Another application depicted in Fig. 2b is a customer-facing information-search web application. This application provides a search function for companies with their patent statistics in different regions of China. We leverage a cluster of 60 nodes, each has 14GB memory and 4 CPU cores, for running routine batch jobs to calculate key metrics that power the search. One of most expensive task in these routine batch jobs is to calculate region-specific company patent metrics, which needs to perform an expensive  SQL JOIN of two large datasets: one is company registration data of past 20 years, consisting of \(\sim \)36MM entries the other dataset is patent data of past 20 years that includes \(\sim \)28MM patent entries. First a  SQL JOIN of these two large dataset and then a  SQL GROUPBY to group companies with patents by different regions. In total this task takes around 12 min by Spark engine on this cluster. The resulting metrics are then inserted into a PostgrepSQL relational database, which in turns powers the web search application. The search portal responses to users’ search with results in few seconds. Figure 2b shows on such search result page, a geographical map of all regions is on the left side, where each region is colored according to its magnitude of numbers of company that have patents, on the right side is the top 10 regions. We are able to build this data application, from ingesting raw data, to setting up batch jobs for analysis, then eventually having web search application powered by a relational database, in weeks. The cohesive data stack connects a number of data storage and compute technologies together, enabling this swift development.

Fig. 2.
figure 2

Two applications built on top of the big data stack

4 Conclusion

We present a design of big data stack that collectively function as data intelligence platform, for swiftly deriving social development insights from huge amount of data. We present the concrete techniques to implement this stack, as well as the underlying reasonings on why choosing them among many other choices. The two showcases exemplify two categories of applications this data stack enables: analytics-oriented applications and real-time applications.

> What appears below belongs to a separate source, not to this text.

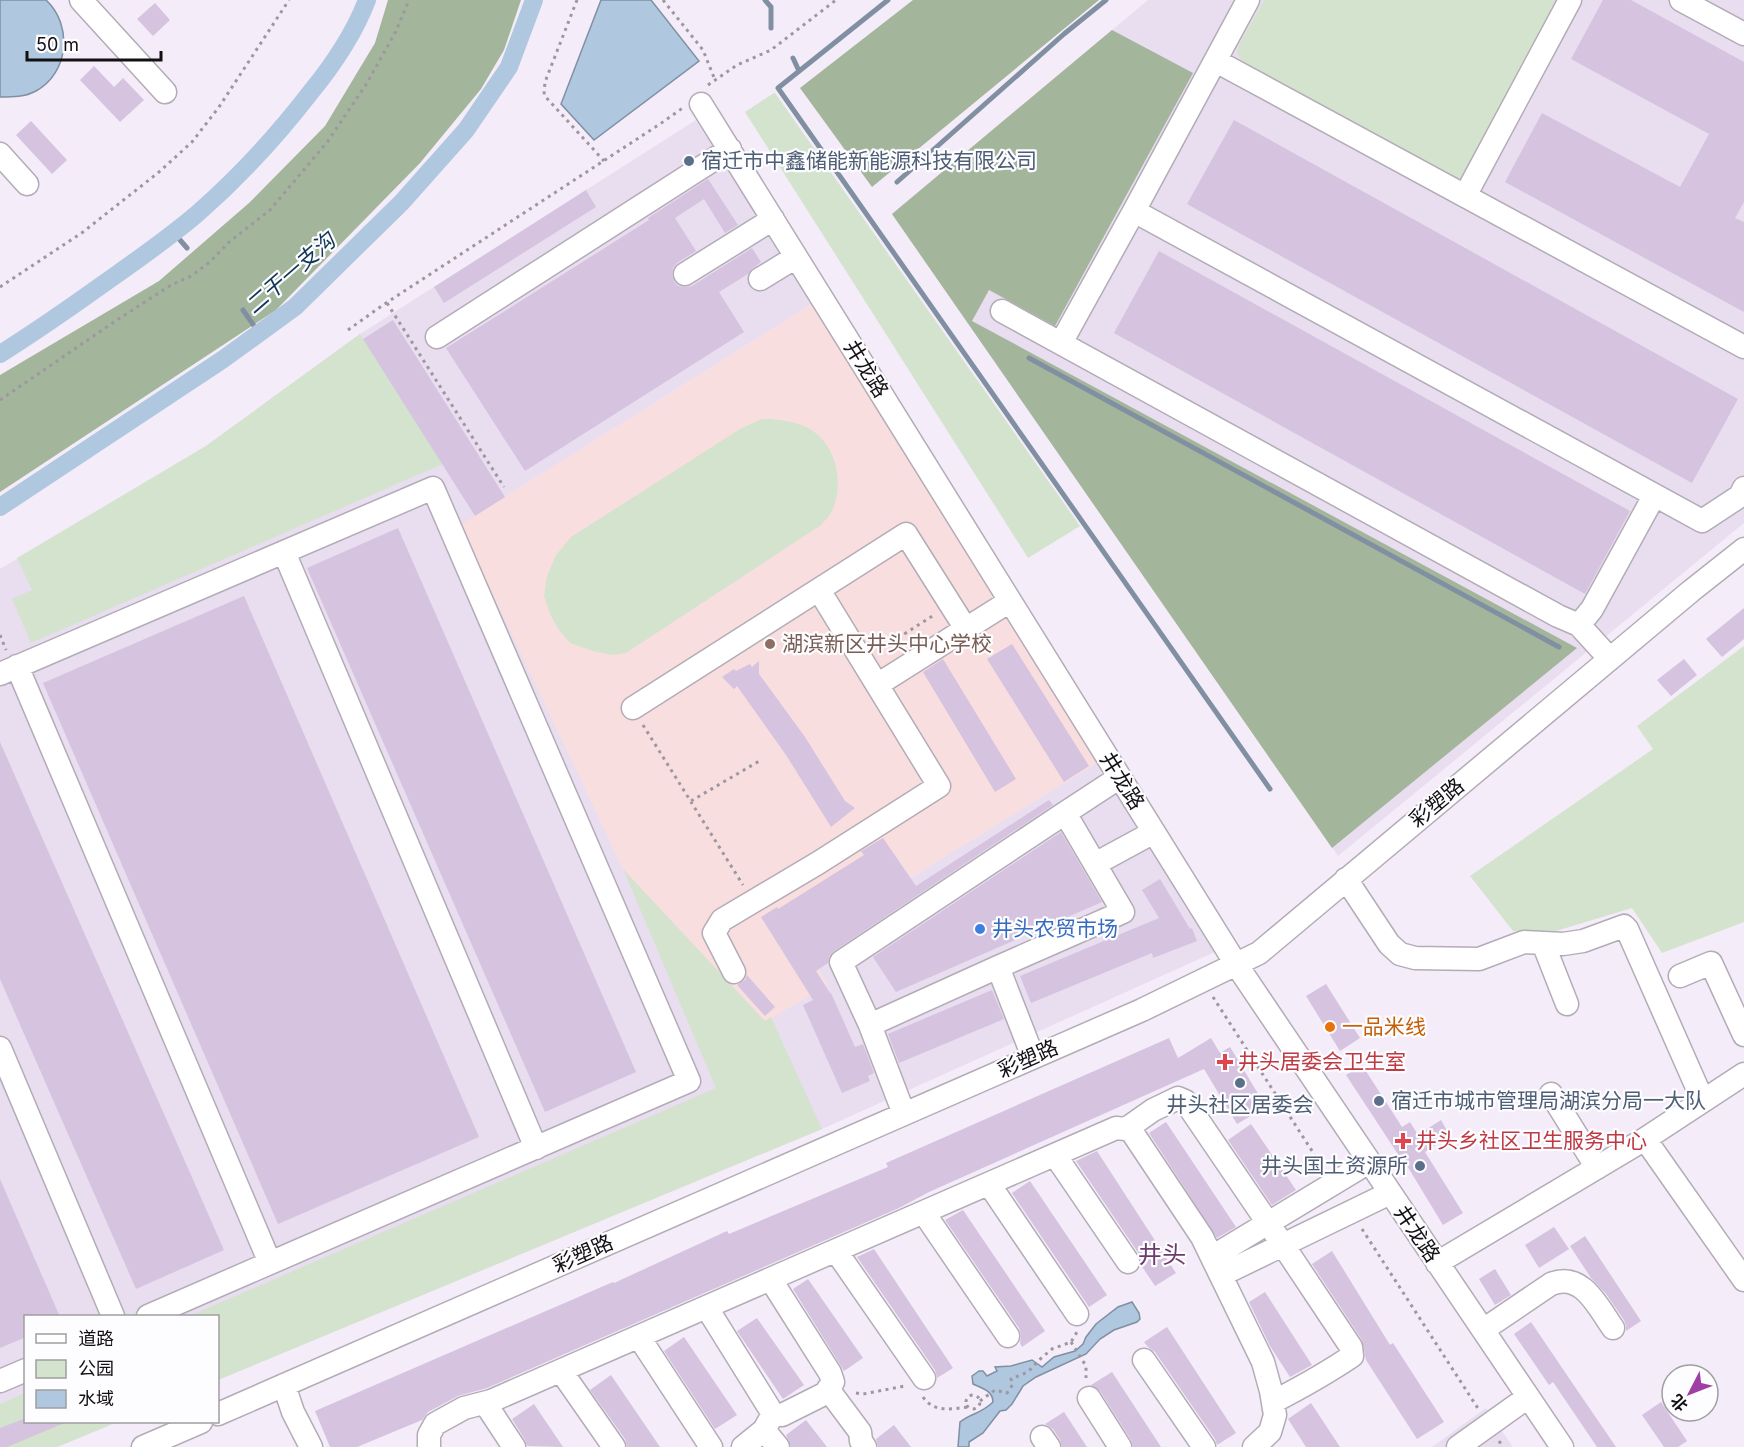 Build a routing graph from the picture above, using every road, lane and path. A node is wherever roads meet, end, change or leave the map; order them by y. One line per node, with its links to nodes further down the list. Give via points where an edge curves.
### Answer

We hope to spur discussions on related topics in the community that would also benefit future development of our stack. The better the stack, the better it serves the purpose of providing insights and intelligence to aid informed decision-making of the society.

For future developments, one direction we are looking at is data-mesh like architectural paradigm [5, 16], the purpose is to unlock access to a growing number of domain-specific datasets located within different organizations. Another direction is to ingest and process streaming data in near real-time. For example, extracting information real-time news feed. We consider this a great technical challenge to our data stack and we need to bring in new techniques carefully. Should it be implemented in our data stack, many interesting applications became feasible. We believe the impact, particularly to present decision-makers with near real-time insights from data, would be huge.